In a recent episode of Shark Tank India, all five panel sharks — Anupam Mittal, Aman Gupta, Azhar Iqubal, Namita Thapar, and Radhika Gupta — were involved in a lucrative deal. Two co-founders representing their biomaterial science company Canvaloop pitched their innovative product aimed at reducing the environmental impact of cotton and synthetic fibers. They sought Rs 1 crore in exchange for 1.33% equity, valuing the company at Rs 75 crore.
The founders highlighted that their alternative fibers, produced through their ‘zero-waste proprietary technology,’ significantly reduce energy, carbon emissions, and water usage compared to traditional manufacturing methods. Their claims were independently verified, leading to partnerships with global brands like Levi’s.

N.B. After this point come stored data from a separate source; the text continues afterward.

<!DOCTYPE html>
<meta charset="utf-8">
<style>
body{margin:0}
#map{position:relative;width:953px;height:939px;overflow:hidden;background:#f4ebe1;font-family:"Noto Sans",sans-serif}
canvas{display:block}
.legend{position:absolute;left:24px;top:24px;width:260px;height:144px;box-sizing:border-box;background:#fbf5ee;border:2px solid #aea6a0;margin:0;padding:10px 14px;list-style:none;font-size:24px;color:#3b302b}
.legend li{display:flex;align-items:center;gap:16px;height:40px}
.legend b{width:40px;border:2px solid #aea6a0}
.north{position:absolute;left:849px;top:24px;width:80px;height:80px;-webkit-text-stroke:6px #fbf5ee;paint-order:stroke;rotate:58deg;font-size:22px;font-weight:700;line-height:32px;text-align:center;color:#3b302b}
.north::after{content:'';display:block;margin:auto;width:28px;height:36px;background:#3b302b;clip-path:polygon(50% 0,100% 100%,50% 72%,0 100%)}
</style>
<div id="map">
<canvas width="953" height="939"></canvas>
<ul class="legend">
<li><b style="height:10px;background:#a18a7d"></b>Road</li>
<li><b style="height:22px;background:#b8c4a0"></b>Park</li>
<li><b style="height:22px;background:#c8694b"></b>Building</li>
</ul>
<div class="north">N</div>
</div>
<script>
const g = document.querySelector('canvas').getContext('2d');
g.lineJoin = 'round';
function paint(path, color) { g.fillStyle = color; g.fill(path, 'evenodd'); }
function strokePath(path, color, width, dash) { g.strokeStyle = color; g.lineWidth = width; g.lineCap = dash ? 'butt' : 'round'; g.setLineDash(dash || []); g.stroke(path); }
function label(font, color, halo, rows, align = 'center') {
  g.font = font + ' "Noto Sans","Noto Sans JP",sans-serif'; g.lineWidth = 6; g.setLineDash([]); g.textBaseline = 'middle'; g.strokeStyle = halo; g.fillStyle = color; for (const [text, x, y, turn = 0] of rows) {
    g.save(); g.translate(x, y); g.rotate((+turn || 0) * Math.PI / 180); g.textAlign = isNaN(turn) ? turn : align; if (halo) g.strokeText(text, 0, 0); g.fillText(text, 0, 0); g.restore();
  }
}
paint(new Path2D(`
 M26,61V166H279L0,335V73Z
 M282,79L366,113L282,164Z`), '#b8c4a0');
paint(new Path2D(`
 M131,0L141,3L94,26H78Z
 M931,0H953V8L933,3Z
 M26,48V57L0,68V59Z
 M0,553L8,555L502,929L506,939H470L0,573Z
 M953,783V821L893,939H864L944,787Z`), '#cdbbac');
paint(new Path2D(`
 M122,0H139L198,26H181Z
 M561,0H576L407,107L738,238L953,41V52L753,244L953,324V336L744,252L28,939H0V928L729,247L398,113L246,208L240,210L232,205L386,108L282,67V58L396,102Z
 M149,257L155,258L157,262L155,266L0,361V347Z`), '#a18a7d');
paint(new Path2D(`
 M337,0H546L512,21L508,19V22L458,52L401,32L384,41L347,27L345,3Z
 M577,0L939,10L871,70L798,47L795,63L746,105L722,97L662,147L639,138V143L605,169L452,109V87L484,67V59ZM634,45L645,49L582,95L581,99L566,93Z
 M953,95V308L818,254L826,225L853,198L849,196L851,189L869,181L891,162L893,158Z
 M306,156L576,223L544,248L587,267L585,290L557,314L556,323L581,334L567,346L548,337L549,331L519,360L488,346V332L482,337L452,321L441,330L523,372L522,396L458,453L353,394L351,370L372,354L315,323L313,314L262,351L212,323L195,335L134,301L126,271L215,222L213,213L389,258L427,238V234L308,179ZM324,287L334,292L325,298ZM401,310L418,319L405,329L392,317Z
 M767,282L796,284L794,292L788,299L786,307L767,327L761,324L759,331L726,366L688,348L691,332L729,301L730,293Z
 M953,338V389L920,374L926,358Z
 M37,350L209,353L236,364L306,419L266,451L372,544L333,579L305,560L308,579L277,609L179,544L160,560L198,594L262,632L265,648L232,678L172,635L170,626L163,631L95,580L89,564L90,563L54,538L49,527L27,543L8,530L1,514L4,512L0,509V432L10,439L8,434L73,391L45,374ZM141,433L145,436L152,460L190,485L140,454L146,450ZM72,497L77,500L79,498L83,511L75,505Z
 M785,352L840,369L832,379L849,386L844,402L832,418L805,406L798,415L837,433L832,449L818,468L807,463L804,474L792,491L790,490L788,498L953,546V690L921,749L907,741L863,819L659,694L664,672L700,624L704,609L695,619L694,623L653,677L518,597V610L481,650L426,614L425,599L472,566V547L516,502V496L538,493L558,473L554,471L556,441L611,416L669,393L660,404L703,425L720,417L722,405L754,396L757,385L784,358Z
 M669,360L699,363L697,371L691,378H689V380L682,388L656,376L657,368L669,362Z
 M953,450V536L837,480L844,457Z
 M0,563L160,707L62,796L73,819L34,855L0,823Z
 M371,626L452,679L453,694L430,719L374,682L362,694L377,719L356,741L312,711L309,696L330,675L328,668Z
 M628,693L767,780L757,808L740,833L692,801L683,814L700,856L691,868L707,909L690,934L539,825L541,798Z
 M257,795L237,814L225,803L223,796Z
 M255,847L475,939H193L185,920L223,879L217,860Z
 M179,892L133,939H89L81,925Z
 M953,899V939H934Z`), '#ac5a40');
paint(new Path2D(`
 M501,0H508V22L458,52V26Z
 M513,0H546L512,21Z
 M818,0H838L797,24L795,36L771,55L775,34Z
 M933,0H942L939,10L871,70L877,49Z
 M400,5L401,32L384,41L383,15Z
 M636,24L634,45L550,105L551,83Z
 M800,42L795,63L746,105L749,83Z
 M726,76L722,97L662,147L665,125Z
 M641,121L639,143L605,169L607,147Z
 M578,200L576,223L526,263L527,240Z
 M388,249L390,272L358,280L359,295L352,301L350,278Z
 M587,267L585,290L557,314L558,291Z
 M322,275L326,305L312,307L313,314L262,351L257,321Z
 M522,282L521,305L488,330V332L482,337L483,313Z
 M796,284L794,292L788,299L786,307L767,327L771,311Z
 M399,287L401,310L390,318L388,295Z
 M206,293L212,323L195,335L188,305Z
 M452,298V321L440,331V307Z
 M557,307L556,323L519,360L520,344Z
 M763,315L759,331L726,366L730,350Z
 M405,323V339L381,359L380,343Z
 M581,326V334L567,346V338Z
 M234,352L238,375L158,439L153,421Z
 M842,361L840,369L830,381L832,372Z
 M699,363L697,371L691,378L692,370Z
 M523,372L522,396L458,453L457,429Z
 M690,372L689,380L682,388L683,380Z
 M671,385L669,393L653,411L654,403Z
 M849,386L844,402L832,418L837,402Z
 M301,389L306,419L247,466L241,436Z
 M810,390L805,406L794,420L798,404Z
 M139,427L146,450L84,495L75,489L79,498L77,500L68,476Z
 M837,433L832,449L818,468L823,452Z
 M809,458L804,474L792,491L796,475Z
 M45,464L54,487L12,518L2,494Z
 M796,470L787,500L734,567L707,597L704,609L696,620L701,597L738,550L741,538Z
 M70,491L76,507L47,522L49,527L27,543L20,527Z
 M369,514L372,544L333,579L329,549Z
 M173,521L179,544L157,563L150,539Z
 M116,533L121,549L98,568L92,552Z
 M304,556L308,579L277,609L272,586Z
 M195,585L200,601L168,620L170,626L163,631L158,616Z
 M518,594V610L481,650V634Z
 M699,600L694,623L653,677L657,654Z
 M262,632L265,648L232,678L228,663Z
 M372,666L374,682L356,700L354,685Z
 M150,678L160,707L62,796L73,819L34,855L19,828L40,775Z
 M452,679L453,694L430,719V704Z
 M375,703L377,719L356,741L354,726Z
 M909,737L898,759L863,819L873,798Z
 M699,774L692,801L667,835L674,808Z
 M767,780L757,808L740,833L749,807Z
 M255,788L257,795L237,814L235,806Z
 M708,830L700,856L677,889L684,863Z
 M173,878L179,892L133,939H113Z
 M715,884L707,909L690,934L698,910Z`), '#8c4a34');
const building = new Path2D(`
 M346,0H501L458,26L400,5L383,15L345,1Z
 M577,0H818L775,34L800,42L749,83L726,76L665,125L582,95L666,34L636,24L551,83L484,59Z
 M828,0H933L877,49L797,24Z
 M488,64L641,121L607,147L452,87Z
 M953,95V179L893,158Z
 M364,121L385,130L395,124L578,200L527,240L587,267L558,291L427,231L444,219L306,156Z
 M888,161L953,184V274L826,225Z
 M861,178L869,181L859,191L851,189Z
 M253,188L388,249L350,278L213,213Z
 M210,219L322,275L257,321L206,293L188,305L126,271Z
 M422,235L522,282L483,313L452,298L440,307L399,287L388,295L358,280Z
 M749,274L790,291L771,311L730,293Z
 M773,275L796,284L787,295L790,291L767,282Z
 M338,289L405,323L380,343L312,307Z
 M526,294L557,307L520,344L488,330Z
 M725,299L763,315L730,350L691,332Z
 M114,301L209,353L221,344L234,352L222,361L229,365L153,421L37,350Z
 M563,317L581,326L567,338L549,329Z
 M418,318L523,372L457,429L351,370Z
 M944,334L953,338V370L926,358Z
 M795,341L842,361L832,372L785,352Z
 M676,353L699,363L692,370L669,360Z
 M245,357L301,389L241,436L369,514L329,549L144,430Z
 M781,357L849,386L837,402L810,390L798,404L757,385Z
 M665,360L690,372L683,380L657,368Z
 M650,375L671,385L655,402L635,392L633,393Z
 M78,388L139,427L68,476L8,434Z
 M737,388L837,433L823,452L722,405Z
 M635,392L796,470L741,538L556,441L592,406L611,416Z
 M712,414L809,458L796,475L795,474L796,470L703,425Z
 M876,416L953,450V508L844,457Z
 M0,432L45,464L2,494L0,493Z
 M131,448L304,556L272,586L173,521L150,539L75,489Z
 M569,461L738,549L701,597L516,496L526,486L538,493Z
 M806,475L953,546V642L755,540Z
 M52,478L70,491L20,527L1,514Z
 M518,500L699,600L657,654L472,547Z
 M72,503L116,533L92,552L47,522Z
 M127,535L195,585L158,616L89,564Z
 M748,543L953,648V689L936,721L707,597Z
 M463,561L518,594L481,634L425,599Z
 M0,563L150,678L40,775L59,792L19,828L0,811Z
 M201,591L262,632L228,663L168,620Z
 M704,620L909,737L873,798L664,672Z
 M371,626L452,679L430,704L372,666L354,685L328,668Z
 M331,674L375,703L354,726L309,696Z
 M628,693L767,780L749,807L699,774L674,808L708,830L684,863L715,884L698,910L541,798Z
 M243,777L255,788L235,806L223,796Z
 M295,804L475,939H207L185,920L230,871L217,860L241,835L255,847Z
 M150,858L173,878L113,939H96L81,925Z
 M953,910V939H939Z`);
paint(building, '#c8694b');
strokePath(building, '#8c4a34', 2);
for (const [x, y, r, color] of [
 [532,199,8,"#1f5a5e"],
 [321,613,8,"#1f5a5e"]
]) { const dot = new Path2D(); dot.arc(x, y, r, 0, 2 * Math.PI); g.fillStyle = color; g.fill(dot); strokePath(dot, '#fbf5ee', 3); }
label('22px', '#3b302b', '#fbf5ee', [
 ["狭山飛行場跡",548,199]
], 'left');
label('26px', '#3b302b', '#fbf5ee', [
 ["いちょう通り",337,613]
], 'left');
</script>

Impressed by the founders’ vision, Namita sought assurance that their business would benefit Indian farmers. The founders affirmed their commitment, aiming to grow their business to a Rs 2000 crore valuation by leveraging agricultural waste. They disclosed securing a Rs 18 crore contract for the upcoming year, signaling promising revenue growth.
The sharks were intrigued and eager to invest. Radhika, Aman, and Namita collaborated on an offer, while Azhar made a solo offer. Anupam expressed concerns about manufacturing capacity and potential competition from larger players. He emphasized the need for substantial capital to maintain a competitive edge, offering Rs 1 crore for 1.5% equity.
Anupam cautioned against undervaluing the company, prompting a revision of offers from other sharks. Eventually, Anupam proposed Rs 2 crore for 4% equity, valuing the company at Rs 50 crore. He advised the founders to prioritize value over valuation, leading to an agreement where all five sharks joined hands in a mutually beneficial deal.